Massaker, Hinrichtungen, Verschwindenlassen

Der Chef der mexikanischen Bundespolizei, Enrique Galindo, ist auf Anweisung des Präsidenten Enrique Peña Nieto seines Amtes enthoben worden. Mag diese Entscheidung überraschend anmuten, so gilt das nicht für ihre Begründung. Vor wenigen Tagen hat nämlich die Nationale Menschenrechtskommission (CNDH) einen Bericht vorgelegt, in dem die "extralegale Hinrichtung" von 22 Personen im Bundesstaat Michoac´n durch Einsatzkräfte der Bundespolizei nachgewiesen wird. Das Massaker wurde im Mai 2015 in Tanhuato während einer Operation gegen die Kartelle verübt. Offiziellen Angaben zufolge handelte es sich damals um eine bewaffnete Auseinandersetzung zwischen Einsatzkräften der Bundespolizei und Mitgliedern der kriminellen Organisation "Kartell Jalisco Neue Generation".
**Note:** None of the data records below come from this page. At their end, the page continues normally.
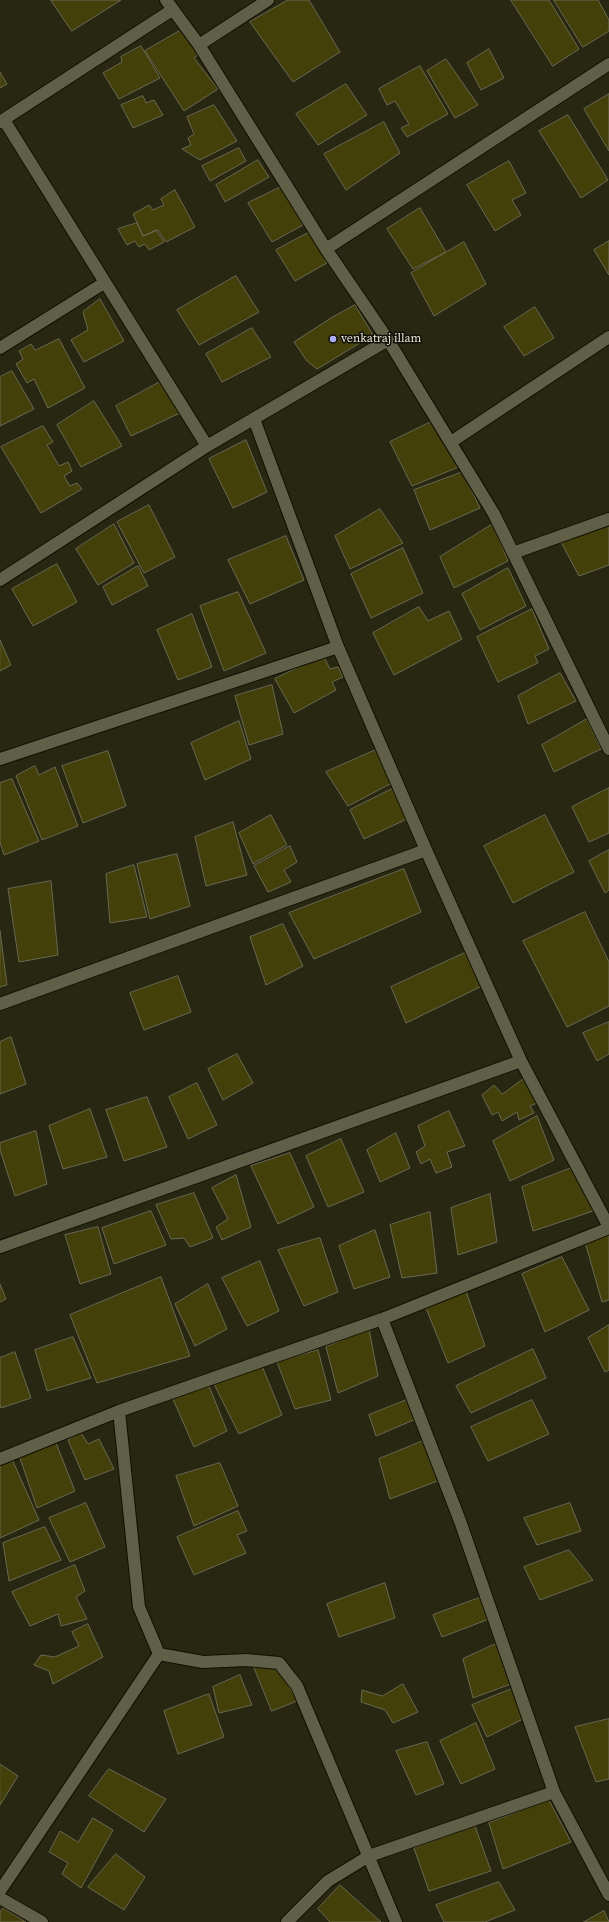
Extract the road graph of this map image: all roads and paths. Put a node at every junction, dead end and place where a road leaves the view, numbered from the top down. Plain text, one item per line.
1 (268, 0) edge
2 (169, 5) edge
3 (198, 45) junction
4 (609, 64) edge
5 (2, 121) edge
6 (326, 249) junction
7 (104, 283) junction
8 (609, 337) edge
9 (388, 340) junction
10 (0, 348) edge
11 (254, 419) junction
12 (451, 442) junction
13 (207, 446) junction
14 (609, 519) edge
15 (513, 553) junction
16 (0, 580) edge
17 (338, 647) junction
18 (609, 749) edge
19 (0, 759) edge
20 (426, 850) junction
21 (0, 1004) edge
22 (521, 1061) junction
23 (609, 1227) edge
24 (0, 1247) edge
25 (382, 1319) junction
26 (119, 1411) junction
27 (0, 1459) edge
28 (159, 1654) junction
29 (554, 1792) junction
30 (369, 1856) junction
31 (0, 1891) edge
32 (609, 1894) edge
33 (0, 1898) edge
34 (42, 1922) edge
35 (287, 1922) edge
36 (396, 1922) edge

1 - 3 street
2 - 3 street
2 - 5 street
3 - 6 street
4 - 6 street
5 - 7 street
6 - 9 street
7 - 10 street
7 - 13 street
8 - 12 street
9 - 11 street
9 - 12 street
11 - 13 street
11 - 17 street
12 - 15 street
13 - 16 street
14 - 15 street
15 - 18 street
17 - 19 street
17 - 20 street
20 - 21 street
20 - 22 street
22 - 23 street
22 - 24 street
23 - 25 street
25 - 26 street
25 - 29 street
26 - 27 street
26 - 28 street
28 - 30 street
28 - 31 street
29 - 30 street
29 - 32 street
30 - 35 street
30 - 36 street
33 - 34 street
Der nun suspendierte Galindo hatte zudem das Vorgehen der Bundespolizei in Nochixtlán im Bundesstaat Oaxaca gegen die protestierende Lehrergewerkschaft und die mit ihr solidarische Bevölkerung gerechtfertigt. Obgleich dort am 19. Juni mindestens acht Zivilpersonen getötet wurden, hatte Galindo auf einer Pressekonferenz behauptet, die Bundespolizei sei unbewaffnet gegen die Demonstranten vorgerückt. Diese Behauptung konnte jedoch mit Hilfe von Fotos verschiedener Presseagenturen widerlegt werden. Demnach feuerte insbesondere die Gendarmerie, eine neue Spezialeinheit der Bundespolizei, die zum Schutz der ausländischen Investitionen im Jahr 2014 gegründet wurde, mit Schnellfeuerwaffen auf die Bevölkerung. [1]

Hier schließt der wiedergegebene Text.